The last draft of September 2007 deletes reference to the fields allocated to INOC and would leave that decision to the Oil and Gas Council, without the involvement of the legislative body. Earlier drafts specified that already developed and producing fields, as well as all the discovered fields close to production facilities, would be exclusively for INOC, with the rest being divided among the regions with the intention of them being developed by the multinationals under contracts of up to 30 years. The practice in Iraq – as in other countries with giant reserves – has been for control of oil production to rest with public sector oil companies. The role of foreign companies is limited to service contracts whereby a company is contracted to provide a stated service for a limited period: build a refinery, lay a pipeline, drill a field. Decisions on development, distribution, and flow of profits remain with the government. Kuwait, Saudi Arabia and Iran run their industries this way.

 

Status Of Oil Law As Of November 2007

According to Mahmud Mashhadani, Speaker of Parliament and Mehdi Hafidh, member of parliament and former planning minister, speaking on 26 October, parliament has yet to receive the draft oil law for discussions. According to UPI on 26 October, Lawrence Butler, deputy assistant secretary in the Bureau of Near Eastern Affairs, said during a speech at the National Council on US-Arab Relations’ annual Arab-US Policymakers Conference that the US is “disappointed” with Baghdad’s pace of passing legislation such as the oil law: “We agree that Iraq cannot be won by military means alone.
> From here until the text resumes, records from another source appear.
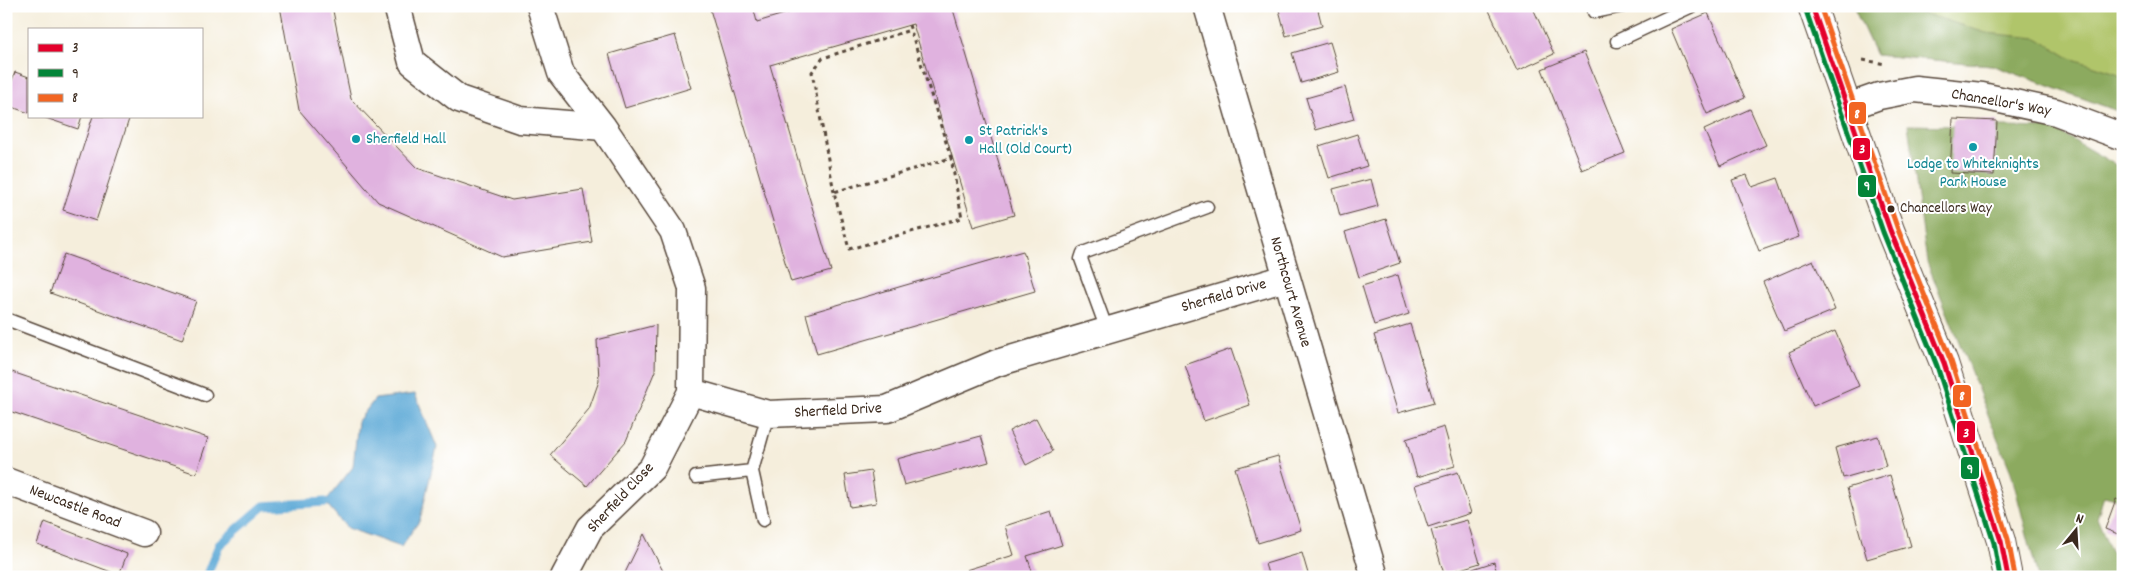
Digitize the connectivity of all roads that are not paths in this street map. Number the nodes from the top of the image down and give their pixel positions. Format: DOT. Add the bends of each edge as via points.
graph roads {
  1 [pos="397,6"];
  2 [pos="540,6"];
  3 [pos="1207,6"];
  4 [pos="1623,6"];
  5 [pos="1692,6"];
  6 [pos="1812,6"];
  7 [pos="1594,12"];
  8 [pos="1618,42"];
  9 [pos="1848,107"];
  10 [pos="603,127"];
  11 [pos="2123,137"];
  12 [pos="1207,207"];
  13 [pos="1286,278"];
  14 [pos="6,319"];
  15 [pos="1107,330"];
  16 [pos="691,392"];
  17 [pos="205,395"];
  18 [pos="768,414"];
  19 [pos="752,471"];
  20 [pos="696,477"];
  21 [pos="6,481"];
  22 [pos="763,520"];
  23 [pos="144,533"];
  24 [pos="564,577"];
  25 [pos="1375,577"];
  26 [pos="2008,577"];
  1 -- 10 [label="street" via="412,62 459,99 520,120"];
  2 -- 10 [label="street" via="561,73"];
  3 -- 13 [label="street, Northcourt Avenue"];
  4 -- 7 [label="lane"];
  5 -- 8 [label="lane"];
  6 -- 9 [label="main road"];
  9 -- 11 [label="street, Chancellor's Way" via="1879,96 1915,89 1982,96 2056,112"];
  9 -- 26 [label="main road" via="1890,230 1944,363 2001,542"];
  10 -- 16 [label="street" via="676,239 692,288"];
  12 -- 15 [label="lane" via="1083,253 1081,259"];
  13 -- 15 [label="street, Sherfield Drive"];
  13 -- 25 [label="street, Northcourt Avenue"];
  14 -- 17 [label="lane"];
  15 -- 18 [label="street, Sherfield Drive" via="996,363 887,409"];
  16 -- 18 [label="street, Sherfield Drive"];
  16 -- 24 [label="street, Sherfield Close" via="652,468 590,528"];
  18 -- 19 [label="lane"];
  19 -- 20 [label="lane"];
  19 -- 22 [label="lane"];
  21 -- 23 [label="street, Newcastle Road"];
}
Candidly, we have been disappointed with the reconciliation efforts at the national level and the lack of passage of legislation such as de-Ba΄thification laws or the hydrocarbon law package.” The oil law is stuck after more than a year of negotiations between the KRG and central government officials, let alone the other political blocks and oil professionals. The question of the role of regional authorities and foreign oil companies remains uncertain and unclear.

 

At a Stanford University discussion, retired Gen John Abizaid, the former CENTCOM Commander, said what we all know: “Of course it’s about oil, we can’t really deny that. We’ve treated the Arab world as a collection of big gas stations.” Alan Greenspan wrote in his coming book: “I am saddened that it is politically inconvenient to acknowledge what everyone knows: the Iraq war is largely about oil.” General Sanchez who led the US (or as they call it Multi-National Forces) said recently in a TV interview that the war on Iraq had turned into a nightmare. Similarly with the previous Chief-of Staff of the British Forces who ridiculed Tony Blair and the British government for their role and lack of vision. Many others can be quoted too.

 

Almost a century ago, Iraq was at the center of post-WW1 politics because of its oil resources. Now Iraq seems to be once again at the center of turmoil, with its destiny to be decided by foreign powers.